Dereference an array pointer... UB?

Discussion in 'C Programming' started by Tomás Ó hÉilidhe, Feb 11, 2008.

  1. Do you think we can reach any kind of consensus on whether the
    following code's behaviour is undefined by the Standard?

    int my_array[5];

    int const *const pend = *(&my_array + 1);

    Considering the syntax of the language, then we definitely do
    dereference an invalid pointer... but if we consider the mechanics of the
    language, then we know that nothing "happens" when we dereference a pointer
    to an array, because arrays are dealt with in terms of pointers.

    --
    Tomás Ó hÉilidhe
    Tomás Ó hÉilidhe, Feb 11, 2008
    #1
    1. Advertising

  2. "Tomás Ó hÉilidhe" <> wrote in message
    >
    > Do you think we can reach any kind of consensus on whether the
    > following code's behaviour is undefined by the Standard?
    >
    > int my_array[5];
    >
    > int const *const pend = *(&my_array + 1);
    >
    > Considering the syntax of the language, then we definitely do
    > dereference an invalid pointer... but if we consider the mechanics of the
    > language, then we know that nothing "happens" when we dereference a
    > pointer to an array, because arrays are dealt with in terms of pointers.
    >

    my_array and &my_array resolve to the same thing.
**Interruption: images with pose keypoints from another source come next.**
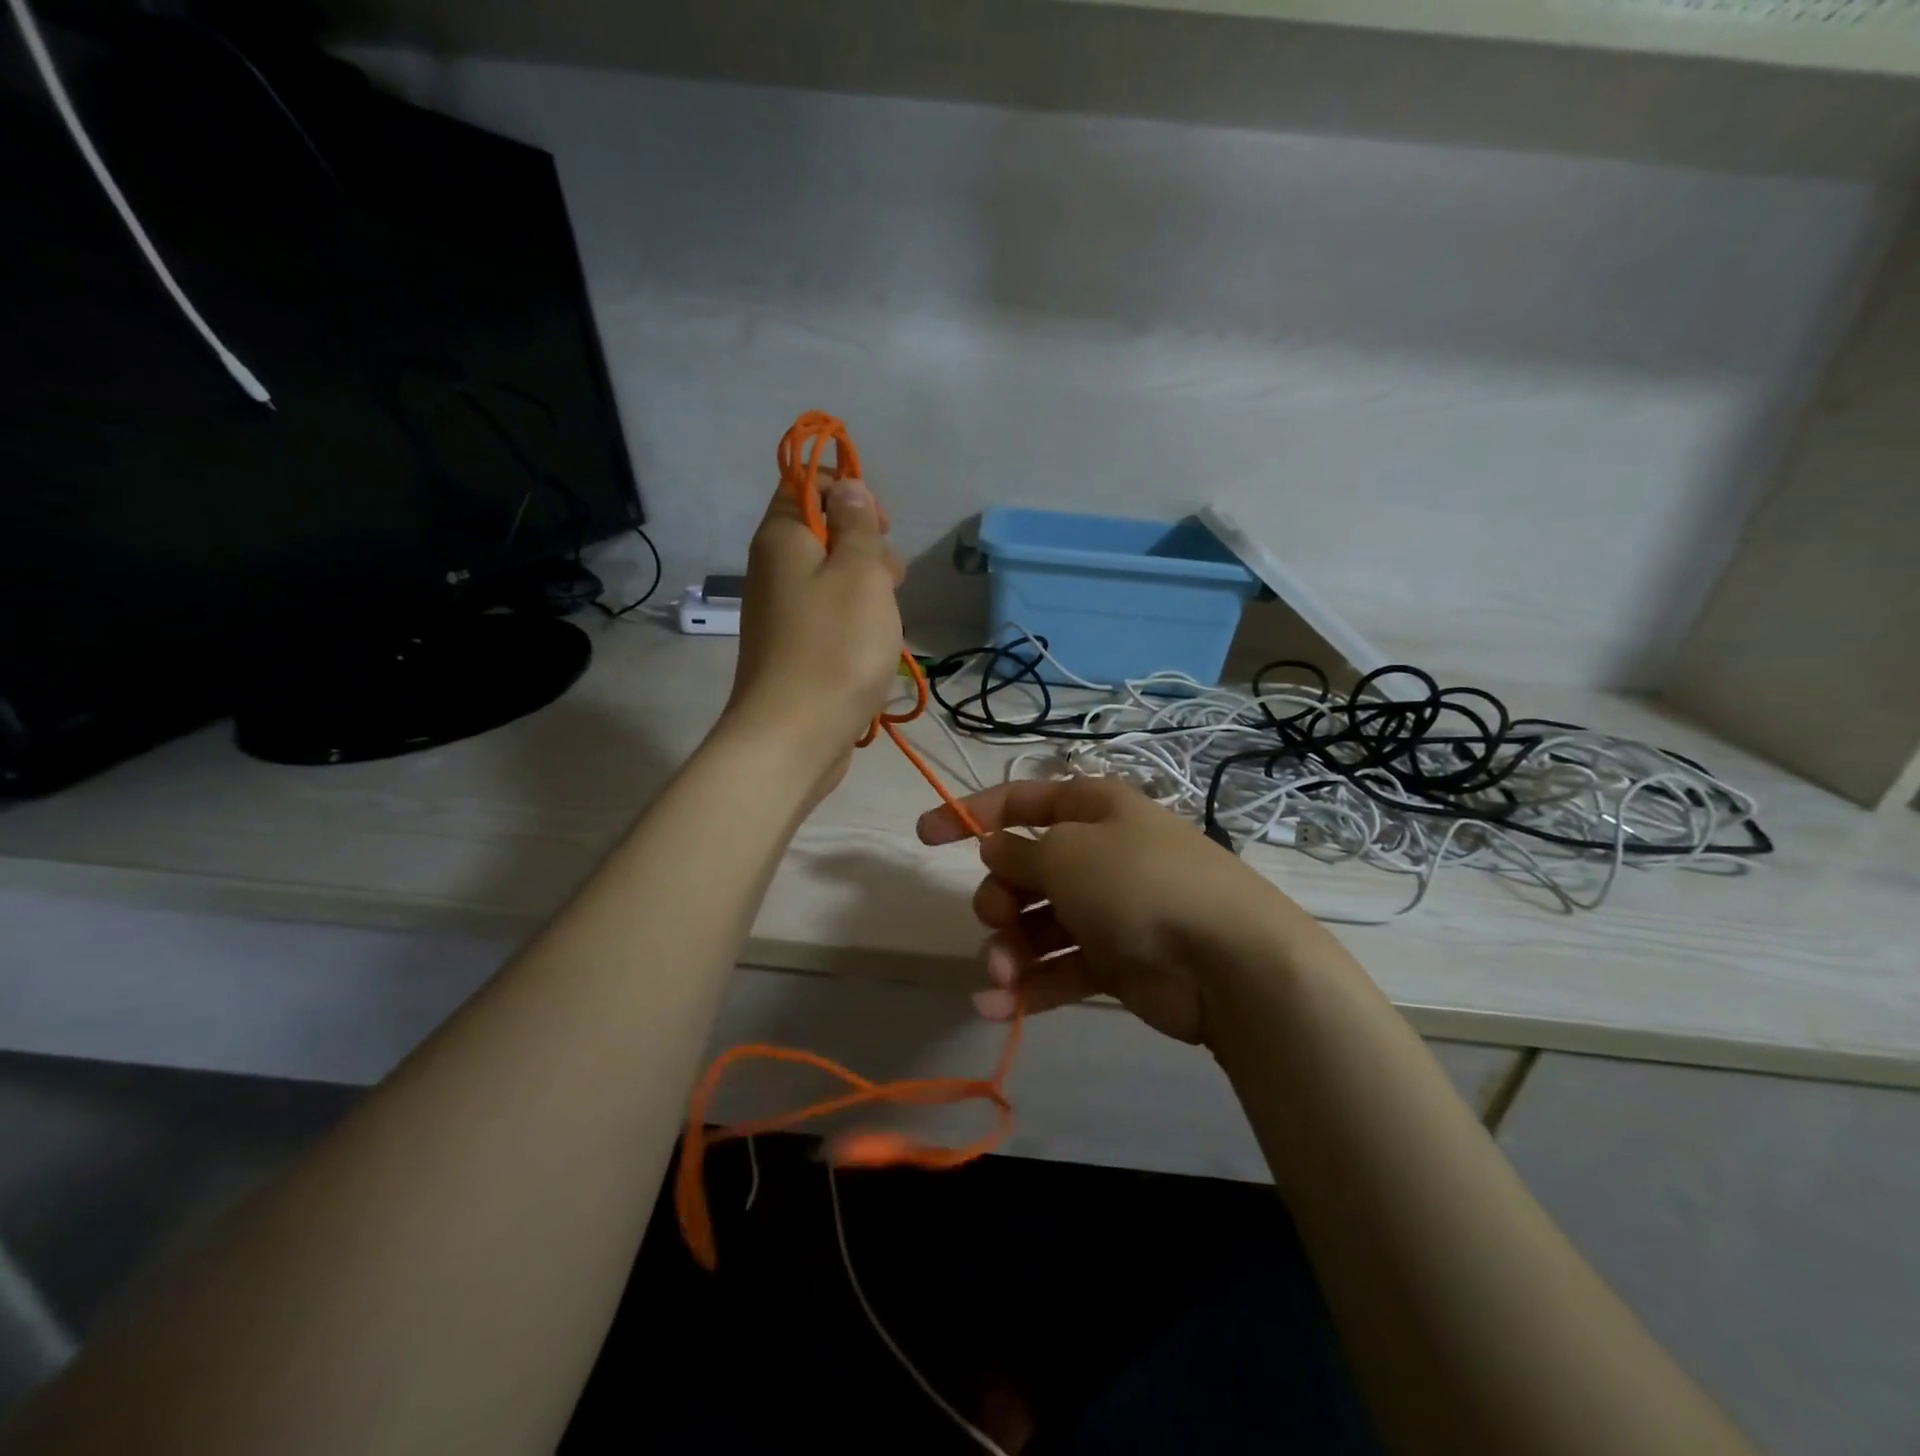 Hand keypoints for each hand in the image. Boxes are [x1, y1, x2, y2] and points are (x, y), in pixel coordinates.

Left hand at [722, 477, 905, 797]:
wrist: (794, 737)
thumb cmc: (836, 647)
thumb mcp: (861, 573)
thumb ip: (857, 525)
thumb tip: (847, 488)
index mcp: (782, 537)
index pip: (806, 484)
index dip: (848, 493)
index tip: (878, 528)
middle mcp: (774, 568)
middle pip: (825, 533)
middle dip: (867, 549)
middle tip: (887, 582)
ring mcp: (783, 612)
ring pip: (834, 579)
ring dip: (868, 592)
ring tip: (886, 624)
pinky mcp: (794, 648)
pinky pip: (830, 617)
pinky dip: (855, 624)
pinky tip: (874, 649)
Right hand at [917, 777, 1320, 1045]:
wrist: (1229, 961)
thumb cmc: (1140, 883)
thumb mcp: (1068, 853)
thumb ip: (1020, 850)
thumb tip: (995, 847)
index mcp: (1091, 809)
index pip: (1020, 801)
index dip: (969, 814)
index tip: (924, 838)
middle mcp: (1097, 854)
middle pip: (1023, 869)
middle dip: (998, 895)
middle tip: (999, 917)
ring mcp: (1106, 910)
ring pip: (1036, 925)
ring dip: (1007, 949)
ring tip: (1000, 973)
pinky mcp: (1113, 962)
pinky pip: (1058, 969)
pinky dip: (1027, 987)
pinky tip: (995, 1007) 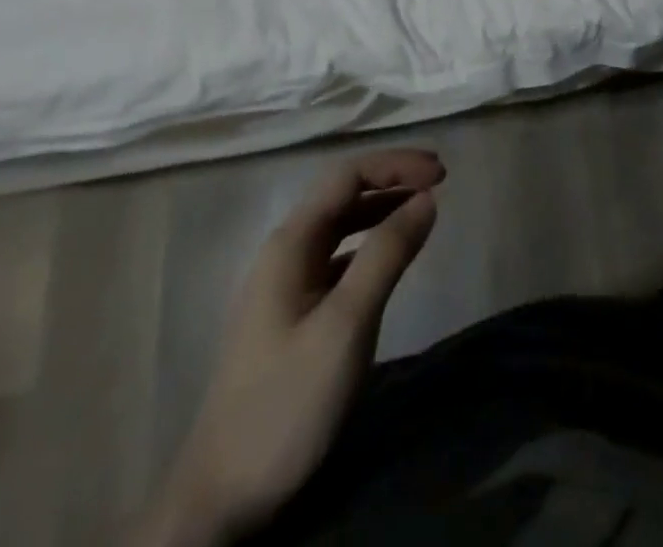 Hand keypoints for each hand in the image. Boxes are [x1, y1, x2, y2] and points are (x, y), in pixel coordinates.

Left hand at [135, 148, 443, 545]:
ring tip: (424, 211)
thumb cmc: (287, 402)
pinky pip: (338, 258)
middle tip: (441, 184)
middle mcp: (284, 252)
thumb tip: (426, 199)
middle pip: (343, 194)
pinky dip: (370, 245)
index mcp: (290, 243)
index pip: (348, 176)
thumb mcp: (346, 325)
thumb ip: (387, 255)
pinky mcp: (291, 314)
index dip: (396, 165)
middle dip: (392, 180)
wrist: (221, 497)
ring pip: (341, 226)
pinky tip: (391, 258)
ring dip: (383, 210)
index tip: (442, 174)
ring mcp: (285, 284) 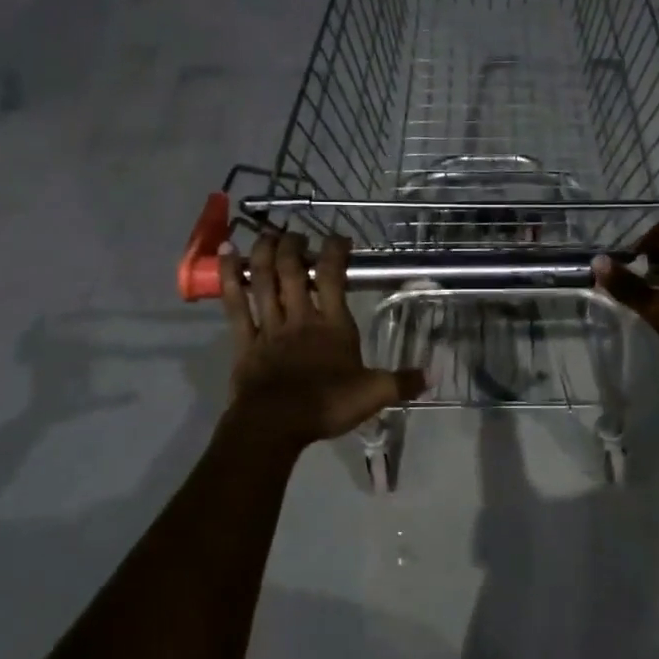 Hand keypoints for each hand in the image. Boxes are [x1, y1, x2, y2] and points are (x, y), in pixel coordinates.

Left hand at [219, 231, 425, 447]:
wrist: (275, 425)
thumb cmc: (326, 405)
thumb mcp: (374, 395)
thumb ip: (402, 382)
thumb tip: (431, 375)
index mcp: (333, 326)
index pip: (334, 278)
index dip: (335, 252)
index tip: (339, 238)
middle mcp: (300, 318)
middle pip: (293, 271)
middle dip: (294, 247)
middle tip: (296, 234)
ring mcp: (269, 327)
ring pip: (264, 280)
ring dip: (264, 253)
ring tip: (267, 234)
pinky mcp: (244, 341)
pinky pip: (235, 303)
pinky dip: (228, 277)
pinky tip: (226, 253)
It's a quirk of the
    language.

    --
    Free games and programming goodies.
    http://www.personal.leeds.ac.uk/~bgy1mm
    Malcolm McLean, Feb 11, 2008
    #2
    1. Advertising

  3. "Malcolm McLean" <> writes:

    > "Tomás Ó hÉilidhe" <> wrote in message
    >>
    >> Do you think we can reach any kind of consensus on whether the
    >> following code's behaviour is undefined by the Standard?
    >>
    >> int my_array[5];
    >>
    >> int const *const pend = *(&my_array + 1);
    >>
    >> Considering the syntax of the language, then we definitely do
    >> dereference an invalid pointer... but if we consider the mechanics of the
    >> language, then we know that nothing "happens" when we dereference a
    >> pointer to an array, because arrays are dealt with in terms of pointers.
    >>

    > my_array and &my_array resolve to the same thing. It's a quirk of the
    > language.


    But my_array + 1 and &my_array + 1 don't. The word "resolve" allows you
    to be right (since you can mean what you like by it) but it hides the
    important difference between the two expressions -- their type.

    --
    Ben.
    Ben Bacarisse, Feb 11, 2008
    #3
  4. Tomás Ó hÉilidhe

    Guest

    On Feb 11, 8:36 pm, "Malcolm McLean" <> wrote:
    > "Tomás Ó hÉilidhe" <> wrote in message
    >
    > > Do you think we can reach any kind of consensus on whether the
    > > following code's behaviour is undefined by the Standard?

    >
    > > int my_array[5];

    >
    > > int const *const pend = *(&my_array + 1);

    >
    > > Considering the syntax of the language, then we definitely do
    > > dereference an invalid pointer... but if we consider the mechanics of the
    > > language, then we know that nothing "happens" when we dereference a
    > > pointer to an array, because arrays are dealt with in terms of pointers.

    >
    > my_array and &my_array resolve to the same thing. It's a quirk of the
    > language.

    Only in value context.
    I believe it's undefined behavior.
    You dereference a pointer past the end of an object.
    It is essentially the same with
    --
    int *foo;
    int *bar = *(&foo+1);
    --
    Which is invalid.
    &foo is an object, which can be treated as an array with 1 element.
    Therefore, &foo+1 is a valid pointer, which cannot be dereferenced,
    however you do dereference it.

    It is invalid.

    I am, however, not 100% sure about this, but it appears to be logical
    and correct.
    , Feb 11, 2008
    #4
  5. Malcolm McLean:

    > my_array and &my_array resolve to the same thing. It's a quirk of the
    > language.



    I'm not sure what you mean by that.

    my_array is a int[X] (and it decays to an int*)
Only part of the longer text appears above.